STORED DATA ::
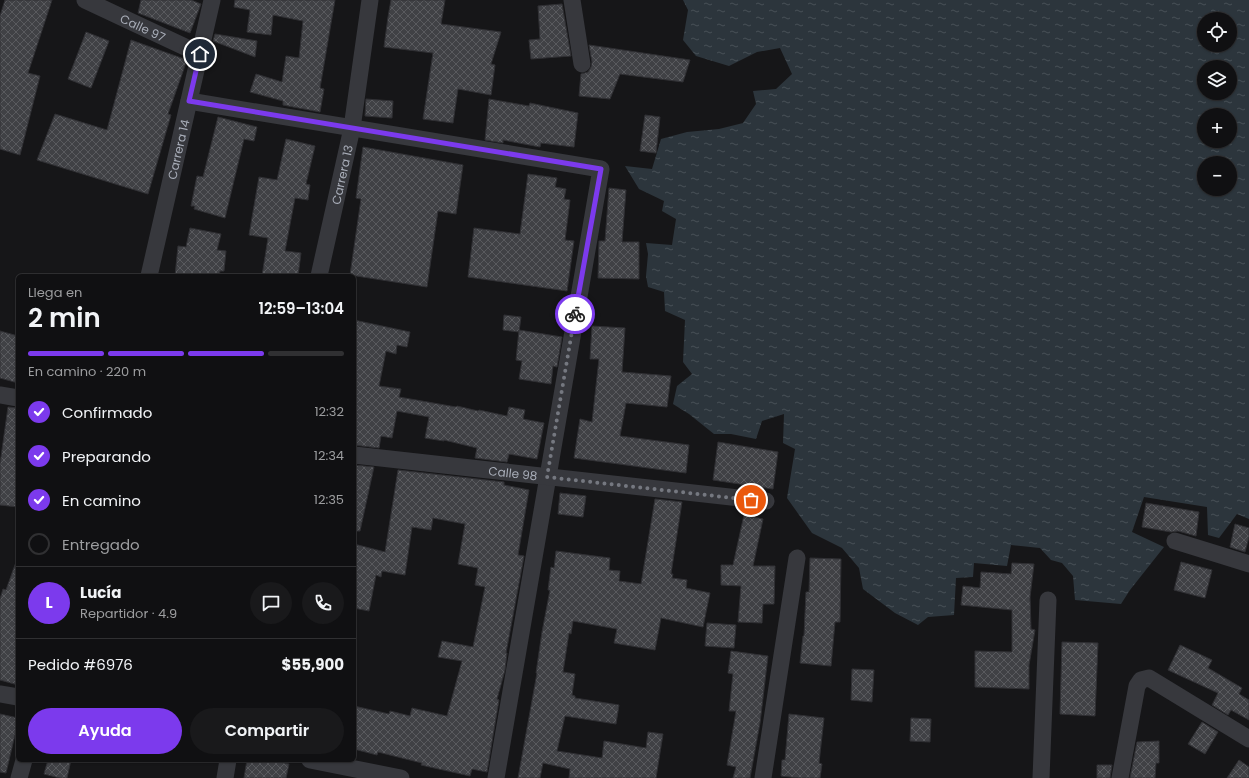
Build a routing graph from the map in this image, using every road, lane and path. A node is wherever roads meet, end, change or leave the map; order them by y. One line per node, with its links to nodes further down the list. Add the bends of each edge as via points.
1 (85, 0): 5 (street, Calle 97)
2 (212, 0): 5 (street, Carrera 14)
3 (370, 0): 8 (street, Carrera 13)
4 (572, 0): 6 (street)
5 (200, 54): 7 (street, Carrera 14)
6 (582, 64)
7 (189, 101): 8 (street); 9 (street, Carrera 14)
8 (352, 128): 10 (street, Carrera 13); 14 (street, via 601,169)
9 (148, 274)
10 (319, 274)
11 (0, 395): 12 (street)
12 (16, 398)
13 (356, 455): 14 (street, Calle 98)
14 (547, 477): 15 (street, Calle 98); 29 (street)
15 (766, 501)
16 (1175, 541): 18 (street)
17 (797, 558): 30 (street)
18 (1249, 564)
19 (1048, 600): 31 (street)
20 (0, 694): 21 (street)
21 (16, 697)
22 (1249, 739): 32 (street, via 1149,678 1140,680)
23 (23, 762): 26 (street)
24 (228, 762): 27 (street)
25 (320, 762): 28 (street)
26 (19, 778)
27 (225, 778)
28 (401, 778)
29 (496, 778)
30 (762, 778)
31 (1041, 778)
32 (1120, 778)

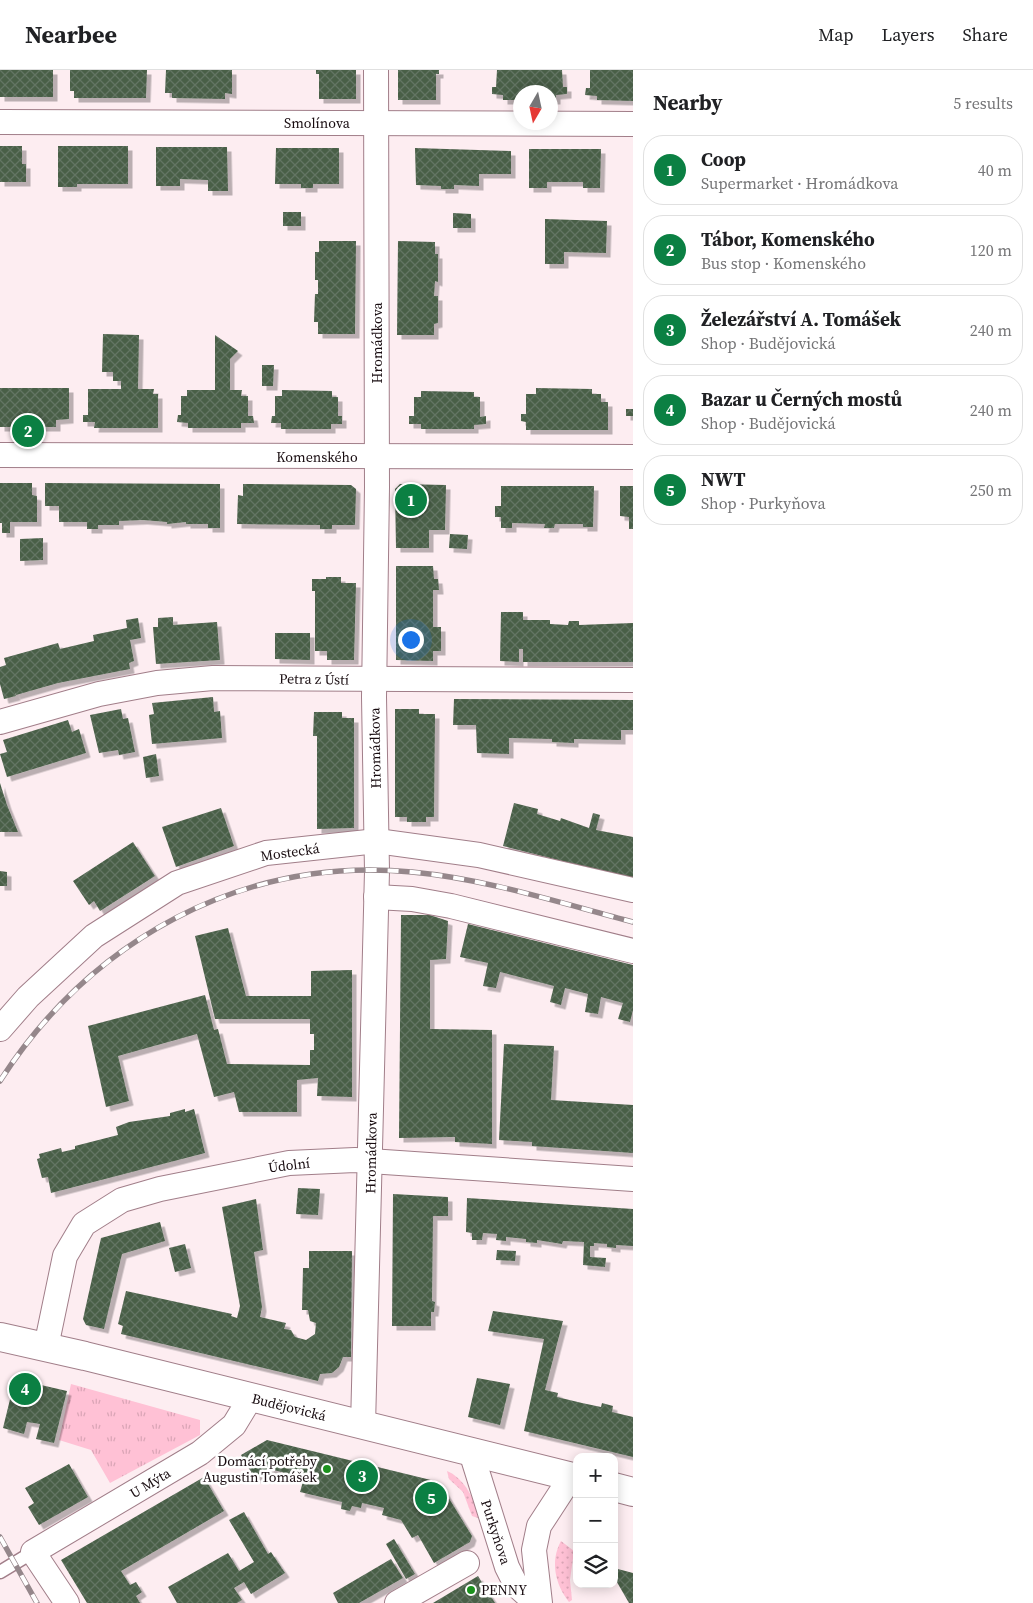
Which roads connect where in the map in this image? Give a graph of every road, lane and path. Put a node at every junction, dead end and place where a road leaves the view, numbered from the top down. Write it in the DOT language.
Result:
graph roads {
  1 [pos="376,70"];
  2 [pos="0,122"];
  3 [pos="376,122"];
  4 [pos="633,124"];
  5 [pos="0,455"];
  6 [pos="633,457"];
  7 [pos="377,458"];
  8 [pos="375,680"];
  9 [pos="633,680"];
  10 [pos="0,722"];
  11 [pos="377,841"];
  12 [pos="633,890"];
  13 [pos="376,897"];
  14 [pos="633,951"];
  15 [pos="0,1029"];
  16 [pos="371,1160"];
  17 [pos="633,1179"];
  18 [pos="0,1337"];
  19 [pos="46,1347"];
  20 [pos="251,1397"];
  21 [pos="363,1426"];
  22 [pos="471,1452"];
  23 [pos="573,1478"];
  24 [pos="573,1479"];
  25 [pos="618,1489"];
  26 [pos="633,1492"];
  27 [pos="33,1552"];
  28 [pos="467,1563"];
  29 [pos="0,1572"];
  30 [pos="67,1603"];
  31 [pos="397,1603"];
  32 [pos="538,1603"];
  1 -- 3 [label="street, Hromádkova"];
  2 -- 3 [label="street, Smolínova"];
  3 -- 4 [label="street, Smolínova"];
  3 -- 7 [label="street, Hromádkova"];
  5 -- 7 [label="street, Komenského"];
  6 -- 7 [label="street, Komenského"];
  7 -- 8 [label="street, Hromádkova"];
  8 -- 9 [label="street, Petra z Ústí"];
  8 -- 10 [label="street, Petra z Ústí"];
  8 -- 11 [label="street, Hromádkova"];
  11 -- 12 [label="street, Mostecká"];
  11 -- 13 [label="street, Hromádkova"];
  11 -- 15 [label="street, Mostecká"];
  13 -- 14 [label="street"];
  13 -- 16 [label="street, Hromádkova"];
  16 -- 17 [label="street, Údolní"];
  16 -- 19 [label="street, Údolní"];
  16 -- 21 [label="street, Hromádkova"];
  18 -- 19 [label="main road, Budějovická"];
  19 -- 20 [label="main road, Budějovická"];
  20 -- 21 [label="main road, Budějovická"];
  20 -- 27 [label="street, U Mýta"];
  21 -- 22 [label="main road, Budějovická"];
  22 -- 23 [label="main road, Budějovická"];
  22 -- 32 [label="street, Purkyňova"];
  24 -- 32 [label="street, Purkyňova"];
  25 -- 26 [label="main road"];
  27 -- 29 [label="lane"];
  27 -- 30 [label="street"];
  28 -- 31 [label="street"];
}
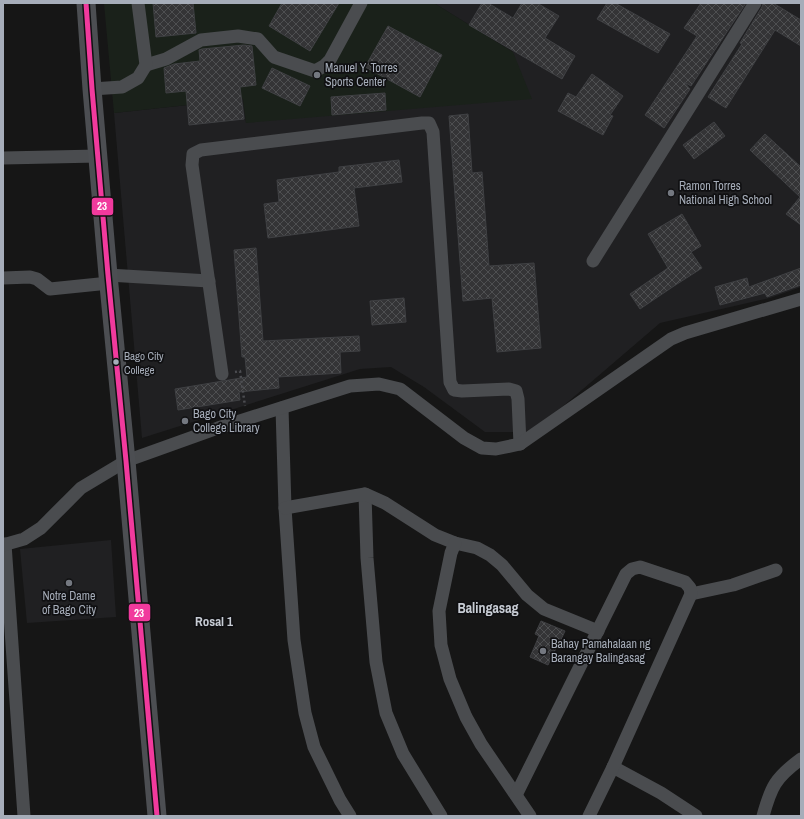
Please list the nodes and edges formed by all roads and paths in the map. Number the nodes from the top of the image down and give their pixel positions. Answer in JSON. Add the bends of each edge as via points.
{"nodes":[{"id":1,"x":86,"y":3,"type":"edge"},
{"id":2,"x":138,"y":3,"type":"edge"},
{"id":3,"x":361,"y":3,"type":"edge"},
{"id":4,"x":755,"y":3,"type":"edge"},
{"id":5,"x":146,"y":65,"type":"junction"},
{"id":6,"x":92,"y":89,"type":"junction"},
{"id":7,"x":98,"y":156,"type":"junction"},
{"id":8,"x":3,"y":158,"type":"edge"},
{"id":9,"x":593,"y":261,"type":"dead end"},
{"id":10,"x":3,"y":278,"type":"edge"},
{"id":11,"x":109,"y":279,"type":"junction"},
{"id":12,"x":209,"y":281,"type":"junction"},
{"id":13,"x":801,"y":299,"type":"edge"},
{"id":14,"x":222,"y":374,"type":"joint"},
{"id":15,"x":282,"y":408,"type":"junction"},
{"id":16,"x":247,"y":418,"type":"junction"},
{"id":17,"x":520,"y":444,"type":"junction"},
{"id":18,"x":126,"y":461,"type":"junction"},
{"id":19,"x":365,"y":494,"type":"junction"},
{"id":20,"x":285,"y":508,"type":"junction"},
{"id":21,"x":455,"y":543,"type":"junction"},
{"id":22,"x":4,"y":545,"type":"edge"},
{"id":23,"x":776,"y":570,"type":"dead end"},
{"id":24,"x":691,"y":594,"type":"junction"},
{"id":25,"x":598,"y":631,"type":"junction"},
{"id":26,"x":801,"y":759,"type":"edge"},
{"id":27,"x":613,"y":767,"type":"junction"},
{"id":28,"x":516,"y":795,"type":"junction"},
{"id":29,"x":24,"y":816,"type":"edge"},
{"id":30,"x":157,"y":816,"type":"edge"},
{"id":31,"x":350,"y":816,"type":"edge"},
{"id":32,"x":441,"y":816,"type":"edge"},
{"id":33,"x":530,"y":816,"type":"edge"},
{"id":34,"x":589,"y":816,"type":"edge"},
{"id":35,"x":696,"y":816,"type":"edge"},
{"id":36,"x":763,"y":816,"type":"edge"}],
"edges":[{"from":1,"to":6,"type":"highway"},
{"from":2,"to":5,"type":"street"},
{"from":3,"to":5,"type":"street","via":[[330,60],[315,71],[274,57],[258,39],[238,36],[201,40],[166,59]]},
{"from":4,"to":9,"type":"street"},
{"from":5,"to":6,"type":"street","via":[[138,78],[122,87]]},
{"from":6,"to":7,"type":"highway"},
{"from":7,"to":8,"type":"street"},
{"from":7,"to":11,"type":"highway"},
{"from":10,"to":11,"type":"street","via":[[30,277],[50,289]]},
{"from":11,"to":12,"type":"street"},
{"from":11,"to":18,"type":"highway"},
{"from":12,"to":14,"type":"street"},
{"from":12,"to":17,"type":"street","via":[[192,165],[193,154],[201,150],[429,123],[434,132],[450,382],[454,390],[516,391]]},
{"from":13,"to":17,"type":"street","via":[[671,339]]},
{"from":14,"to":16,"type":"path","via":[[240,371]]},
{"from":15,"to":16,"type":"street"},
{"from":15,"to":17,"type":"street","via":[[350,386],[379,384],[400,389],[464,438],[482,448],[496,449]]},
{"from":15,"to":20,"type":"street"},
{"from":16,"to":18,"type":"street"},
{"from":18,"to":22,"type":"street","via":[[81,488],[41,528],[24,539]]},
{"from":18,"to":30,"type":"highway"},
{"from":19,"to":20,"type":"street"},
{"from":19,"to":21,"type":"street","via":[[385,503],[435,535]]},
{"from":19,"to":32,"type":"street","via":[[367,558],[376,662],[386,713],[403,754]]},
{"from":20,"to":31,"type":"street","via":[[294,640],[305,713],[314,748]]},
{"from":21,"to":25,"type":"street","via":[[490,554],[527,595],[544,609]]},
{"from":21,"to":28,"type":"street","via":[[439,611],[441,645],[450,679],[466,717]]},
{"from":22,"to":29,"type":"street"},
{"from":23,"to":24,"type":"street","via":[[733,585]]},
{"from":24,"to":25,"type":"street","via":[[685,582],[640,567],[632,569],[626,574]]},
{"from":24,"to":27,"type":"street"},
{"from":25,"to":28,"type":"street"},
{"from":26,"to":36,"type":"street","via":[[772,787]]},
{"from":27,"to":34,"type":"street"},
{"from":27,"to":35,"type":"street","via":[[661,793]]},
{"from":28,"to":33,"type":"street"}]}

PROBLEM DESCRIPTION :: Look through the data above and return each line where the string "every" occurs.

ANSWER BELOW ::
Build a routing graph from the map in this image, using every road, lane and path. A node is wherever roads meet, end, change or leave the map; order them by y. One line per node, with its links to nodes further down the list. Add the bends of each edge as via points.
Which roads connect where in the map in this image? Give a graph of every road, lane and path. Put a node at every junction, dead end and place where a road leaves the view, numbered from the top down. Write it in the DOT language.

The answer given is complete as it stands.